Dalla collezione parmense della Fondazione Magnani Rocca alla Galleria d’Arte Moderna di via Francesco Crispi: la mostra “Affinità elettive” offre uno spunto per nuovi dialoghi tra artisti del Novecento presenti nelle due raccolte consentendo un approfondimento diverso, stimolante, sul panorama culturale che dalla prima metà del Novecento arriva fino alle ricerche informali di Alberto Burri. L’esposizione, promossa da Roma Capitale – Sovrintendenza Capitolina ai Beni Culturali, fa seguito alla collaborazione felicemente avviata nel 2015 con la Fondazione Magnani Rocca che ha visto ospitare, da marzo a luglio, negli spazi della Villa dei Capolavori a Mamiano di Traversetolo (Parma), oltre cento opere della Galleria Capitolina con l’iniziativa “Roma 900De Chirico, Guttuso, Capogrossi, Balla, Casorati, Sironi, Carrà, Mafai, Scipione e gli altri nelle Collezioni della Galleria d’Arte Moderna di Roma Capitale”.

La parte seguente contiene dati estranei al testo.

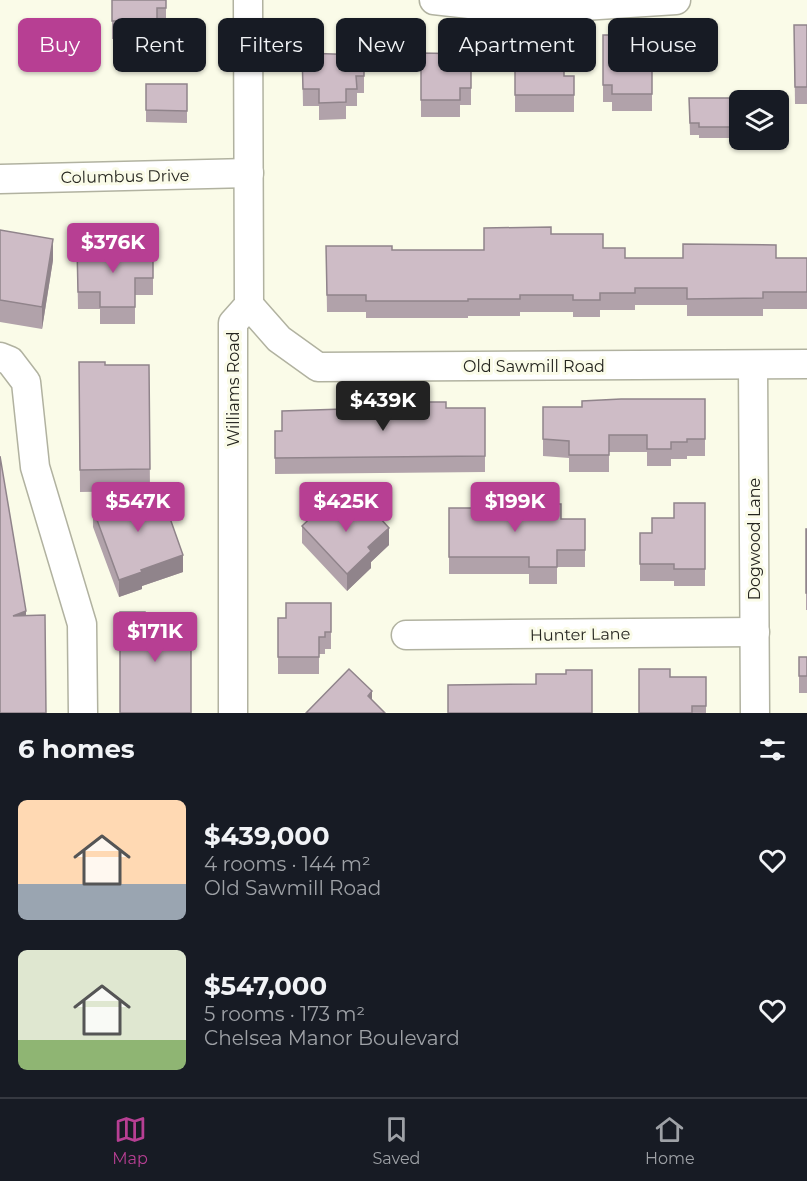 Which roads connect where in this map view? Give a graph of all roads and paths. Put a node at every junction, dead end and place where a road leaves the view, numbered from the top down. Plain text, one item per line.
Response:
1 (248, 0) edge
2 (434, 0) edge
3 (676, 0) edge
4 (249, 173) junction
5 (0, 178) edge
6 (249, 305) junction
7 (0, 357) edge
8 (753, 364) junction
9 (807, 364) edge
10 (755, 632) junction
11 (406, 635) dead end
12 (83, 713) edge
13 (233, 713) edge
14 (755, 713) edge

1 - 4 street
2 - 3 street
4 - 5 street, Columbus Drive
4 - 6 street
6 - 8 street, Old Sawmill Road
6 - 13 street, Williams Road
7 - 12 street
8 - 9 street, Old Sawmill Road
8 - 10 street, Dogwood Lane
10 - 11 street, Hunter Lane
10 - 14 street, Dogwood Lane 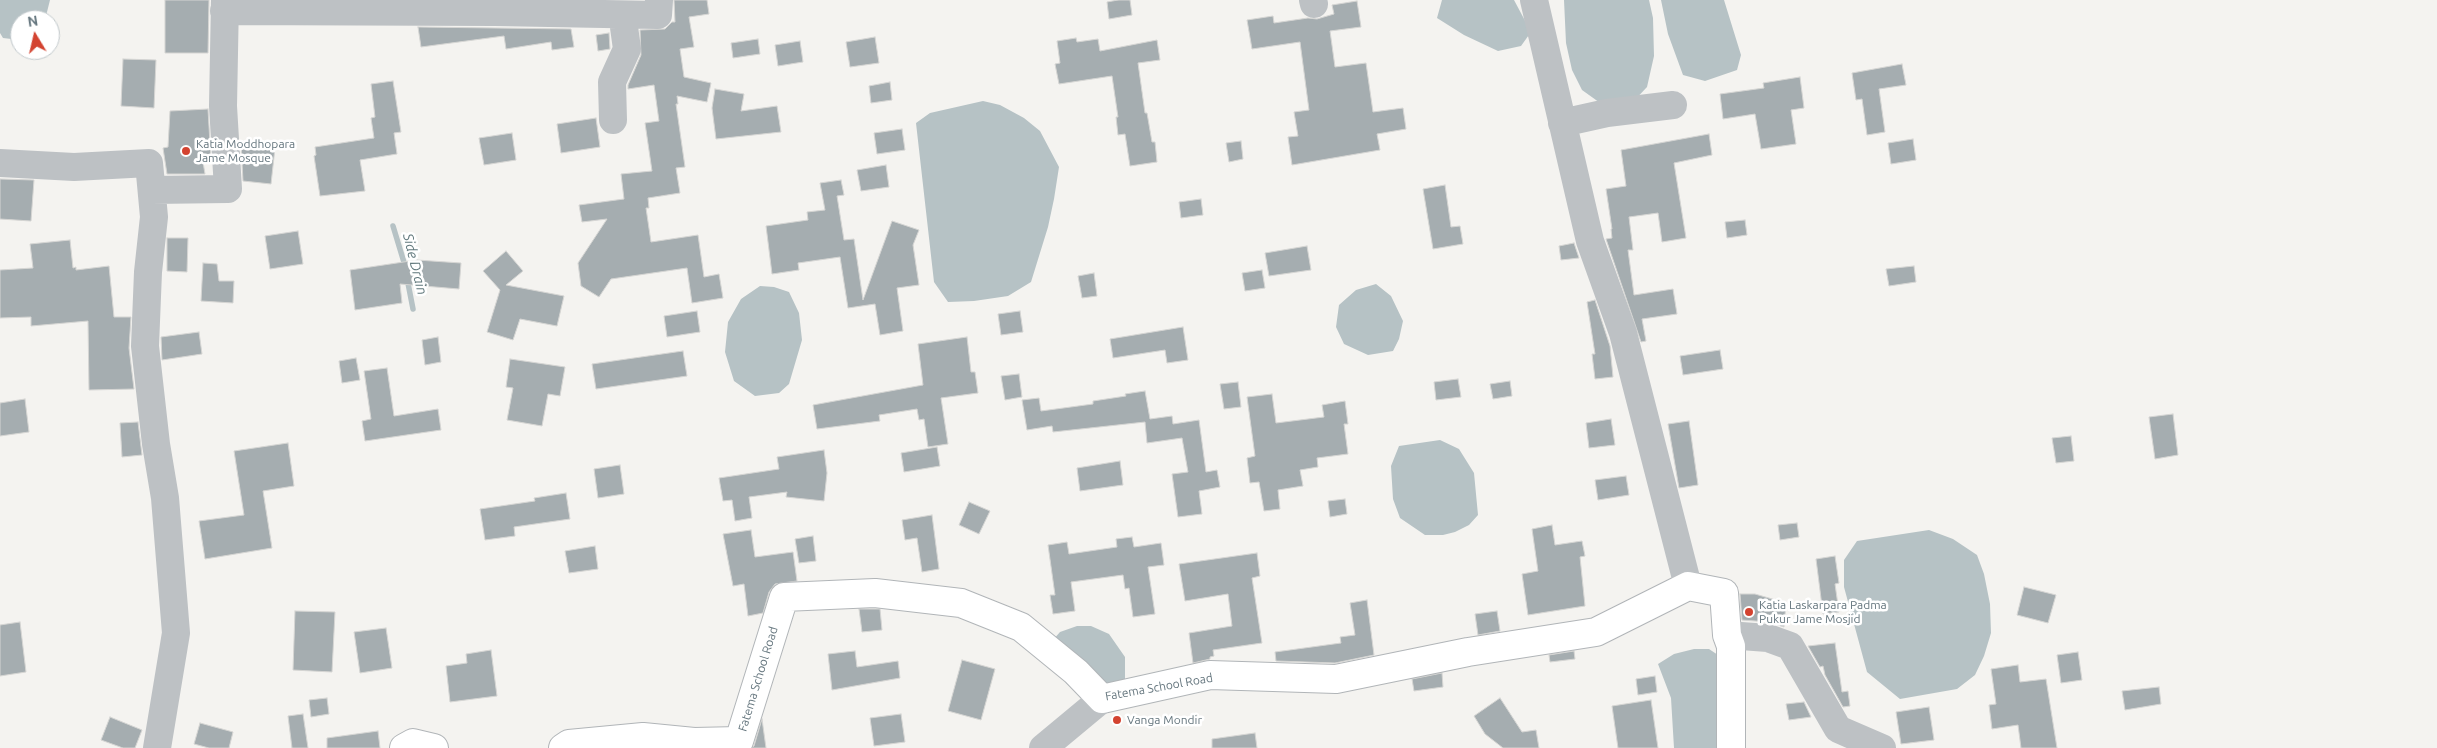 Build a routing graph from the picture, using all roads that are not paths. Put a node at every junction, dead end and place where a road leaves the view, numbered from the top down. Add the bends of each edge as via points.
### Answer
1 (659, 0) edge
2 (1534, 0) edge
3 (225, 6) edge
4 (628, 15) junction
5 (1673, 105) dead end
6 (613, 120) dead end
7 (1562, 123) junction
8 (0, 163) edge
9 (152, 190) junction
10 (1688, 586) junction
11 (1727, 635) junction
12 (1102, 699) junction
13 (157, 748) edge
14 (404, 748) edge
15 (434, 748) edge
16 (563, 748) edge
17 (1043, 748) edge
18 (1731, 748) edge
19 (1882, 748) edge

1 - 4 street via 658,15
2 - 7 street
3 - 4 street
3 - 9 street via 223,106 228,189
4 - 6 street via 624,27 627,49 612,82
5 - 7 street via 1607,113
7 - 10 street via 1590,240 1623,333
8 - 9 street via 74,167 149,163
9 - 13 street via 154,217 145,346 165,498 176,633
10 - 11 main road via 1724,593
10 - 12 main road, Fatema School Road via 1596,632 1468,652 1336,679 1210,676
11 - 18 main road via 1731,646
11 - 19 street via 1768,638 1790,646 1838,729
12 - 16 main road, Fatema School Road via 1076,672 1021,627 961,603 876,593 784,597 739,741 694,742 643,737 569,744
12 - 17 street
14 - 15 main road via 413,744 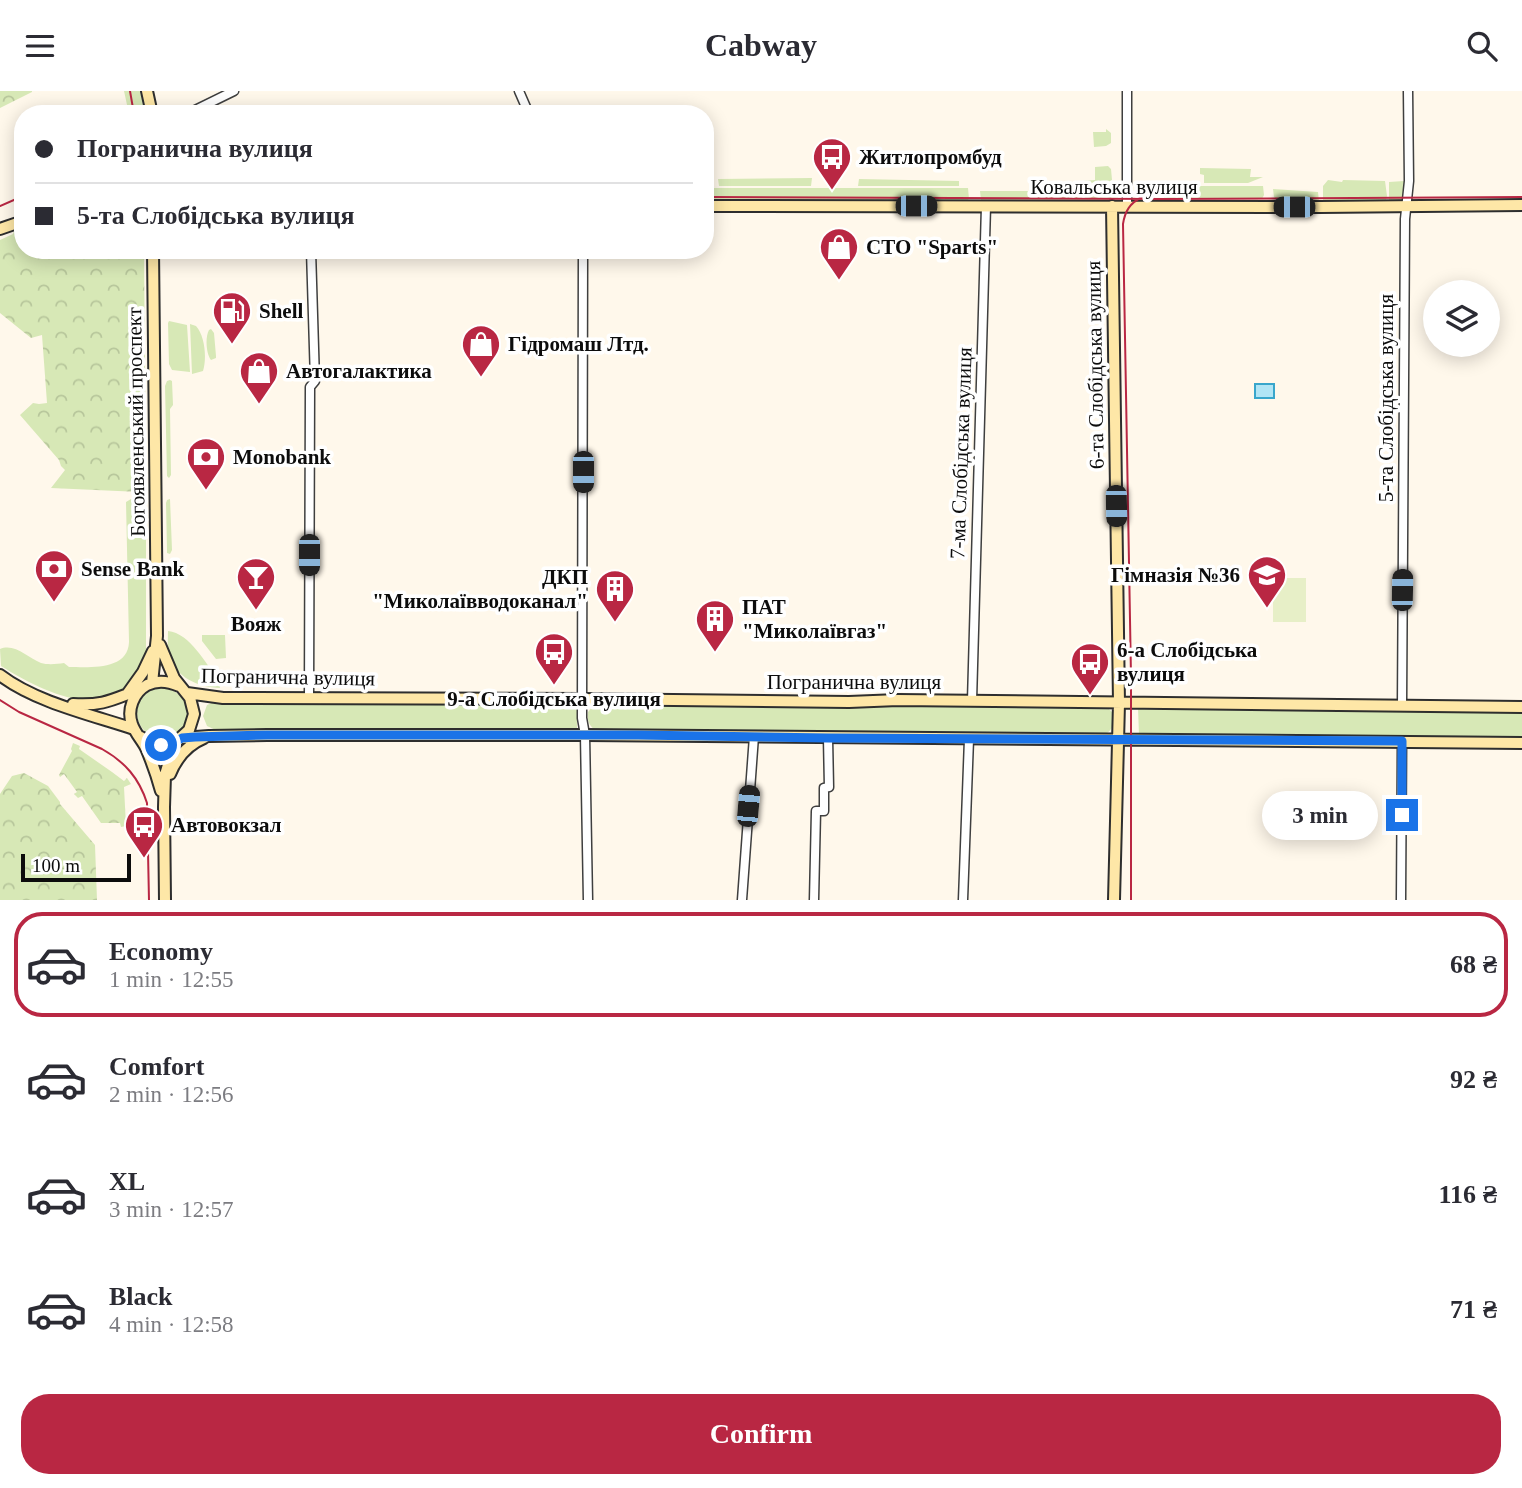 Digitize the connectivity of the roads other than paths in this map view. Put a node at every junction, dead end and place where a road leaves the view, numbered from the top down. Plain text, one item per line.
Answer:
1 (234, 91) edge
2 (1127, 91) edge
3 (1408, 91) edge
4 (205, 105) edge
5 (1406, 205) junction
6 (1522, 205) edge
7 (714, 206) edge
8 (986, 206) junction
9 (1112, 207) junction
10 (1127, 207) junction
11 (153, 259) edge
12 (311, 259) edge
13 (583, 259) edge
14 (157, 636) junction
15 (0, 675) edge
16 (147, 686) junction
17 (183, 690) junction
18 (128, 694) junction
19 (309, 698) junction
20 (583, 699) junction
21 (972, 701) junction
22 (53, 702) junction
23 (1119, 703) junction
24 (1402, 706) junction
25 (1522, 707) edge
26 (137, 733) junction
27 (584, 735) junction
28 (209, 736) junction
29 (754, 736) junction
30 (828, 738) junction
31 (969, 739) junction
32 (1119, 739) junction
33 (180, 740) junction
34 (1402, 741) junction
35 (1522, 743) edge
36 (164, 802) junction
37 (165, 900) edge
38 (588, 900) edge
39 (741, 900) edge
40 (814, 900) edge
41 (962, 900) edge
42 (1114, 900) edge
43 (1401, 900) edge

1 - 4 street
2 - 10 street
3 - 5 street, 5-та Слобідська вулиця
5 - 6 main road, Ковальська вулиця
5 - 10 main road, Ковальська вулиця
5 - 24 street, 5-та Слобідська вулиця
7 - 8 main road, Ковальська вулиця
8 - 9 main road, Ковальська вулиця
8 - 21 street, 7-ма Слобідська вулиця
9 - 10 main road, Ковальська вулиця
9 - 23 main road, 6-та Слобідська вулиця
11 - 14 main road, Богоявленський проспект
12 - 19 street
13 - 20 street
14 - 16 main road, Богоявленський проспект
14 - 17 main road, Богоявленський проспект
14 - 18 main road
15 - 22 main road
16 - 17 main road
16 - 18 main road
16 - 26 main road, Богоявленський проспект
17 - 19 main road, Погранична вулиця
17 - 33 main road, Богоявленський проспект
18 - 22 main road
19 - 20 main road, Погранична вулиця
20 - 21 main road, Погранична вулиця
20 - 27 street
21 - 23 main road, Погранична вулиця
22 - 26 main road
23 - 24 main road, Погранична вулиця
23 - 32 main road, 6-та Слобідська вулиця
24 - 25 main road, Погранична вулиця
26 - 33 main road
26 - 36 main road, Богоявленський проспект
27 - 28 main road
27 - 29 main road
27 - 38 street
28 - 33 main road
28 - 36 main road
29 - 30 main road
29 - 39 street
30 - 31 main road
30 - 40 street
31 - 32 main road
31 - 41 street
32 - 34 main road
32 - 42 main road, 6-та Слобідська вулиця
33 - 36 main road, Богоявленський проспект
34 - 35 main road
34 - 43 street
36 - 37 main road, Богоявленський проспект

A cura della Galleria d’Arte Moderna e della Fondazione Magnani Rocca, questa volta nella sede museale romana, fino al 13 marzo del prossimo anno viene esposta una selezione di circa quaranta opere della prestigiosa collezione, nello spirito di reciprocità tra le due istituzioni, entrambe impegnate nella valorizzazione del patrimonio artistico del Novecento italiano. Obiettivo comune è promuovere la conoscenza di questo importante patrimonio attraverso dialoghi, spesso non scontati, in cui protagonisti, ma anche artisti meno noti del Novecento, denotano affinità elettive.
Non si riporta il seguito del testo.